How about tense. That clearly has a semantic interpretation (did something happen in the past, the present or the future) and so if languages X and Y both express some particular tense, they must be consistent in how they do it.
Wrong. Now my memory is getting a bit shaky, but my recollection is that, for instance, in newswire text, it's very common in German to refer to things that have happened in the past in present tense. To English speakers this is a strange convention (we tend to refer to such things in past tense), but it doesn't have to be so. And of course English has it's own idiosyncrasies: see the plight of the native German speaker who cannot understand English tense usage in (New Zealand) news articles.
Part of this is probably because tense, even in English, is a pretty slippery concept. We (native English speakers) have no problem using present (or progressive) tense to refer to things that happened in the present (John runs) the past (so yesterday I'm running to the store and a hamburger falls on my head!) or the future (my flight leaves at 8:00 tonight).
Another easy example is definiteness (thanks to Kevin Knight for this inspiration). Again, our high school English teachers tell us that "the" (+Definite) has to refer to something that's already been introduced into context. I just went to cnn.com, clicked on the very first link, and the first sentence is "The boss resigned under pressure and other Veterans Affairs managers are likely on the way out." Ok you could argue that "The boss" is already in the context of the US news media (this is an article about Shinseki) but it's nonetheless very common to see (English) entities introduced using "the" and the precise rules that govern this may or may not be consistent across other languages.

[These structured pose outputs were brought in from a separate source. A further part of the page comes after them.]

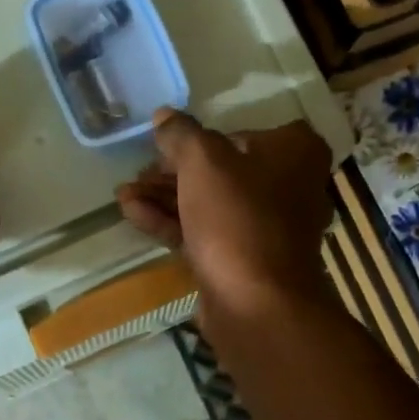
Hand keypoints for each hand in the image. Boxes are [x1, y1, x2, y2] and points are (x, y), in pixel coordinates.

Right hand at [115, 109, 333, 317]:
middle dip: (172, 173)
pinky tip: (132, 213)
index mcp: (295, 152)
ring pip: (209, 203)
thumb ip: (181, 134)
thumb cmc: (237, 218)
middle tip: (137, 172)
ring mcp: (266, 228)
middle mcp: (288, 187)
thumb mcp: (203, 162)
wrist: (255, 302)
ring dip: (165, 197)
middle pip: (221, 171)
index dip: (198, 140)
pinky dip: (171, 222)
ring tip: (123, 194)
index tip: (164, 146)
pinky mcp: (244, 259)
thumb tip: (164, 117)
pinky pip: (205, 232)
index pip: (239, 134)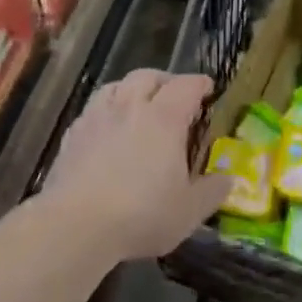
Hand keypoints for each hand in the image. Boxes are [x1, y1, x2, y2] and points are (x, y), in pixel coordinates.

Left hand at [44, 69, 225, 260]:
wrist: (76, 225)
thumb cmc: (142, 214)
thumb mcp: (189, 210)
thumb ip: (212, 191)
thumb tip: (229, 179)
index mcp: (164, 118)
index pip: (186, 86)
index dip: (199, 84)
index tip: (208, 87)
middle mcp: (130, 107)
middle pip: (147, 76)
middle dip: (165, 80)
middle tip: (174, 95)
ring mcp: (97, 117)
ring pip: (115, 86)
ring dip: (131, 89)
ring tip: (138, 105)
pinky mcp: (72, 135)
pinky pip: (93, 109)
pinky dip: (106, 111)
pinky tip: (107, 130)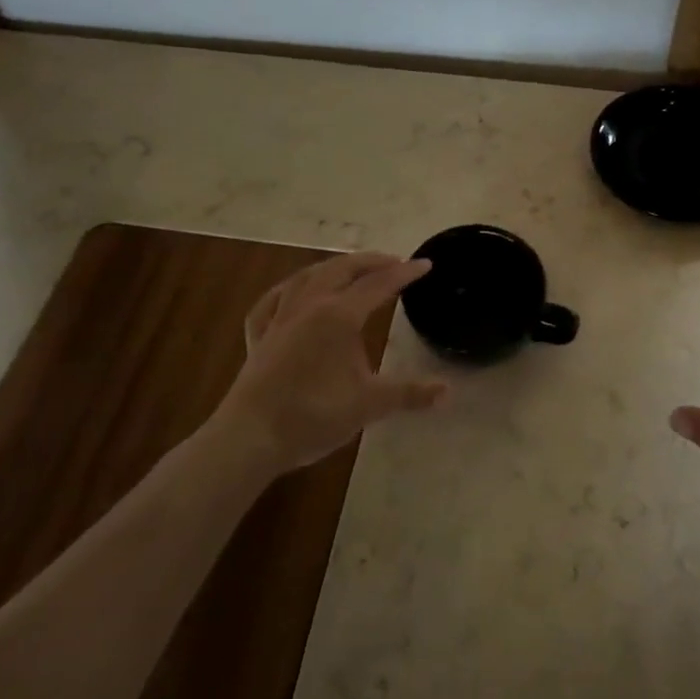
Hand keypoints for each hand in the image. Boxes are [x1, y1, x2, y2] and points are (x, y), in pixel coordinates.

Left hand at [218, 252, 447, 472]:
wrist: (251, 437)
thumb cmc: (314, 416)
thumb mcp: (369, 405)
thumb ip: (409, 394)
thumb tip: (448, 391)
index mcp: (338, 315)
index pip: (379, 285)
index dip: (404, 273)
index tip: (425, 263)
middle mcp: (309, 305)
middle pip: (342, 269)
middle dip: (370, 261)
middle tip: (393, 261)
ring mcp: (280, 317)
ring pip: (307, 276)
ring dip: (333, 267)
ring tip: (350, 268)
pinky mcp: (259, 335)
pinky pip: (272, 300)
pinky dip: (288, 289)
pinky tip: (292, 292)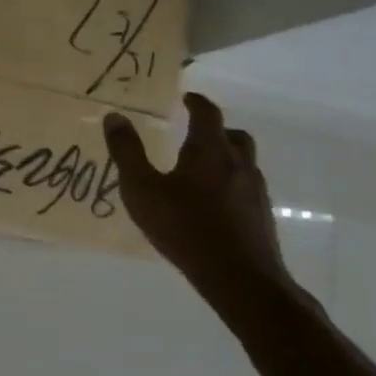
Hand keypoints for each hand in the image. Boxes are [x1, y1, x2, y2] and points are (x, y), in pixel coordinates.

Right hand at [102, 93, 290, 313]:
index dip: (196, 102)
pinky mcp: (261, 215)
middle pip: (233, 135)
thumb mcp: (142, 189)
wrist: (240, 278)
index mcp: (209, 150)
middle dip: (214, 129)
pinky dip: (230, 182)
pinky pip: (246, 186)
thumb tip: (114, 116)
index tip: (185, 98)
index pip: (208, 113)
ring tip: (200, 169)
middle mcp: (238, 163)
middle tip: (193, 132)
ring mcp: (255, 190)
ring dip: (225, 156)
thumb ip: (127, 152)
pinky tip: (212, 202)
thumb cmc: (185, 227)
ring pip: (243, 161)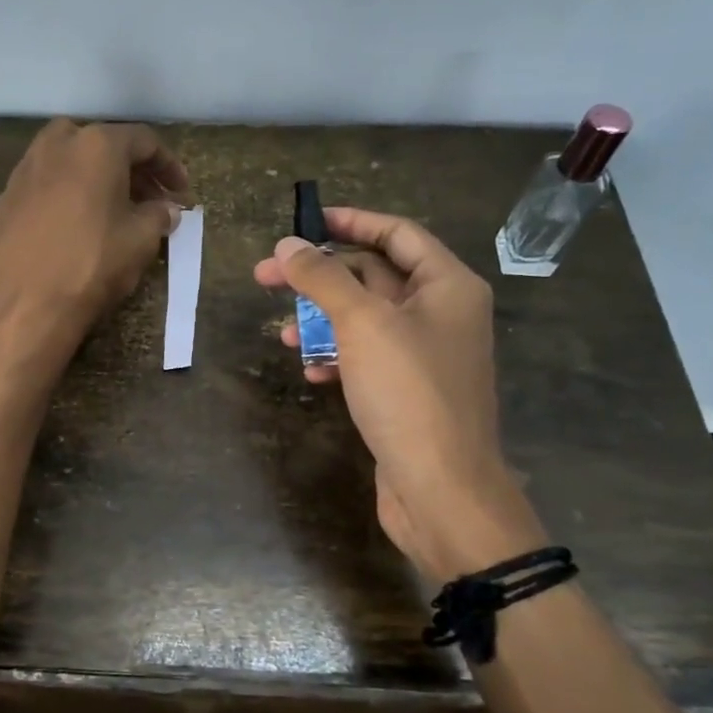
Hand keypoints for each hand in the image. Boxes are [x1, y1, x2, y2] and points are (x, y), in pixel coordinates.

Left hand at [0, 119, 187, 361]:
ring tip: (111, 209)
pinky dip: (64, 196)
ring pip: (66, 161)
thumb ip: (158, 215)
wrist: (25, 305)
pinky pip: (43, 187)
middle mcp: (55, 146)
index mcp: (96, 145)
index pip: (143, 141)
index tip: (181, 191)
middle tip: (148, 197)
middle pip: (100, 143)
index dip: (168, 165)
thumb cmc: (92, 264)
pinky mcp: (4, 200)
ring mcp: (23, 171)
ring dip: (93, 178)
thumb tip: (166, 210)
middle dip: (128, 167)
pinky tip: (73, 225)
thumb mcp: (141, 240)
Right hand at [254, 208, 544, 583]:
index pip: (396, 234)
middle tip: (266, 277)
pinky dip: (336, 357)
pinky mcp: (406, 391)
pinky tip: (311, 371)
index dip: (350, 222)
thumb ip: (323, 278)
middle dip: (320, 276)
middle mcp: (441, 313)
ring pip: (364, 320)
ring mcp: (424, 355)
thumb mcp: (362, 324)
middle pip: (374, 276)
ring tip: (282, 333)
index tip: (304, 222)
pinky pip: (366, 358)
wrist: (442, 489)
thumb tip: (287, 244)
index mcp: (447, 286)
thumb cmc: (408, 393)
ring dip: (321, 320)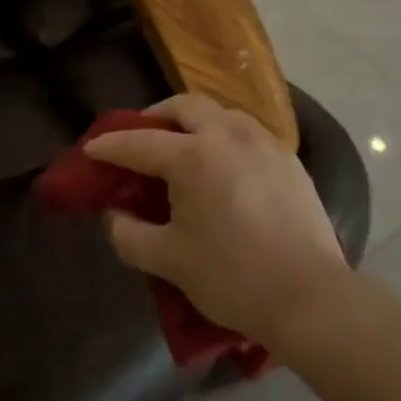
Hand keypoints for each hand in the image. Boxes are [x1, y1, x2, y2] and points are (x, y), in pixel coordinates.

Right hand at [86, 95, 349, 349]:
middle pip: (185, 106)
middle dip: (156, 115)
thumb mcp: (169, 261)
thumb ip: (130, 234)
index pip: (140, 143)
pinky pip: (248, 132)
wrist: (309, 295)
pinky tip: (225, 164)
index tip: (91, 149)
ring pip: (221, 112)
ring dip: (195, 121)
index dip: (111, 146)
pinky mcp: (288, 158)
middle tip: (142, 136)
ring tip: (184, 146)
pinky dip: (225, 136)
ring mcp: (263, 142)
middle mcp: (228, 134)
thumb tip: (114, 215)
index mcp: (193, 156)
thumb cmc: (232, 277)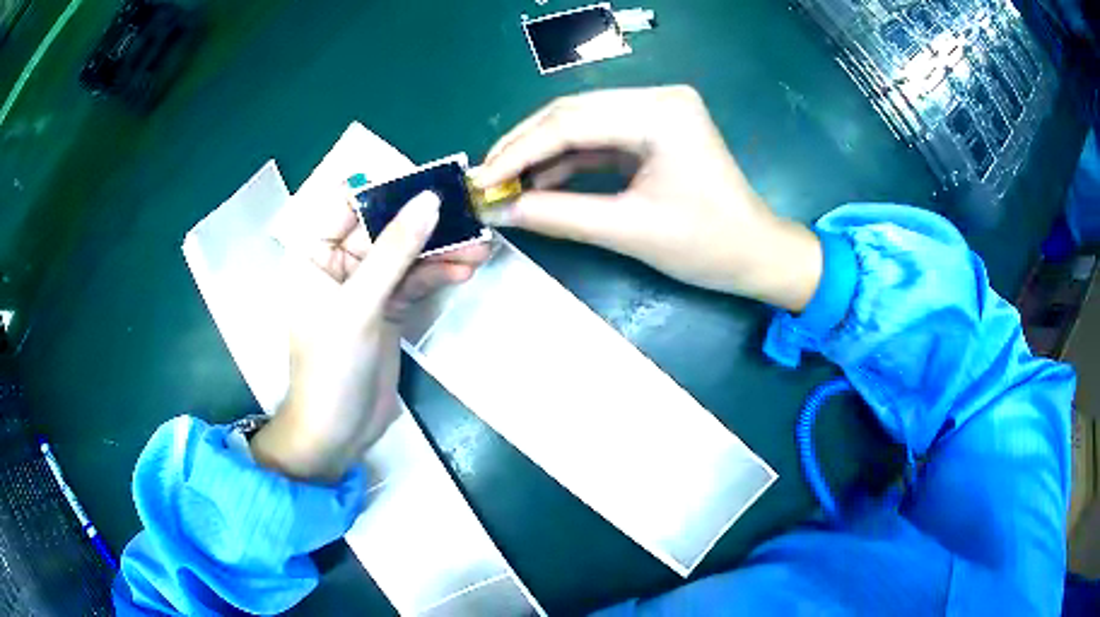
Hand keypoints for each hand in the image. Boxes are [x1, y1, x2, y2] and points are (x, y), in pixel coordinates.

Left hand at [252, 191, 489, 482]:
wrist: (337, 433)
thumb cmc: (330, 368)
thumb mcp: (359, 306)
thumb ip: (394, 251)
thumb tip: (430, 200)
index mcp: (314, 254)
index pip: (350, 204)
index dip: (390, 189)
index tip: (434, 180)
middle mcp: (338, 263)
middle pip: (385, 228)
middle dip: (426, 223)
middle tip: (469, 213)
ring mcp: (365, 287)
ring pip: (405, 255)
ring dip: (440, 250)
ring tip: (480, 246)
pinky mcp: (386, 309)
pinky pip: (414, 281)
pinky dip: (439, 275)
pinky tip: (467, 268)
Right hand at [472, 86, 821, 311]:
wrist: (756, 254)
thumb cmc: (707, 245)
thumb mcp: (629, 230)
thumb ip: (558, 215)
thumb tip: (498, 212)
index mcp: (660, 113)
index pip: (572, 123)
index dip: (519, 151)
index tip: (480, 180)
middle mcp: (656, 98)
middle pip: (571, 114)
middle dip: (523, 146)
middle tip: (484, 179)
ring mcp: (655, 111)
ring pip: (580, 124)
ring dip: (540, 152)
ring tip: (502, 181)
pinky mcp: (652, 129)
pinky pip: (597, 138)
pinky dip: (565, 159)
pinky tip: (536, 179)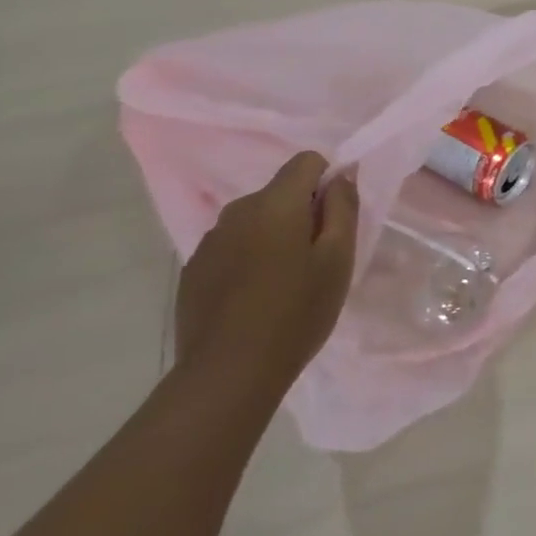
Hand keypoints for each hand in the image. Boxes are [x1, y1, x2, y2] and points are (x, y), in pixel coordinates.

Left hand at [175, 152, 358, 399]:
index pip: (306, 161)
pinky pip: (230, 248)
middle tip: (314, 262)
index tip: (333, 222)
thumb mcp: (337, 260)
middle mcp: (237, 210)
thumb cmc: (296, 313)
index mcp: (275, 202)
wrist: (228, 374)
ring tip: (282, 286)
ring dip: (272, 238)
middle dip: (300, 215)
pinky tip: (251, 301)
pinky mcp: (193, 270)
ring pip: (253, 222)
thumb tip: (343, 173)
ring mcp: (210, 241)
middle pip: (279, 193)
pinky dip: (246, 261)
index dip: (327, 182)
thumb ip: (343, 207)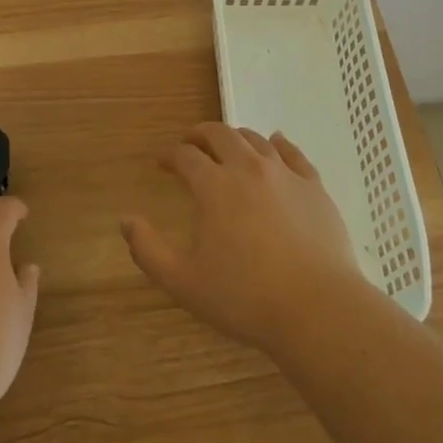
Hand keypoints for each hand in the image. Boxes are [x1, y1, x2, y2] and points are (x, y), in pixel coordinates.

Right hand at [121, 123, 371, 353]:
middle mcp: (247, 168)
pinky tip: (276, 142)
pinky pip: (293, 153)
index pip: (185, 156)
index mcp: (213, 186)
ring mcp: (284, 173)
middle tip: (191, 143)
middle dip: (200, 135)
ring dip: (236, 137)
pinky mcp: (313, 185)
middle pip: (220, 135)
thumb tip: (126, 221)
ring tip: (228, 146)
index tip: (162, 162)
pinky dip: (279, 143)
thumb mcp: (184, 282)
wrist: (316, 308)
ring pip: (255, 139)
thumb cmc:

The long and short of this is: I like the fact that translation into morphologically rich languages makes us pay attention to linguistic divergence. But that doesn't mean that divergences aren't there even when languages express the same set of linguistically-named phenomena. Usage can vary dramatically, be it for conventions, socio-linguistic reasons, or other things that are hard to pin down. It's just that by focusing all our energy on a very particular convention (newswire, parliament), we can pretty easily learn these mappings because there's no variability. Add some variability and we're hosed, even for languages with the same set of (overt) markings.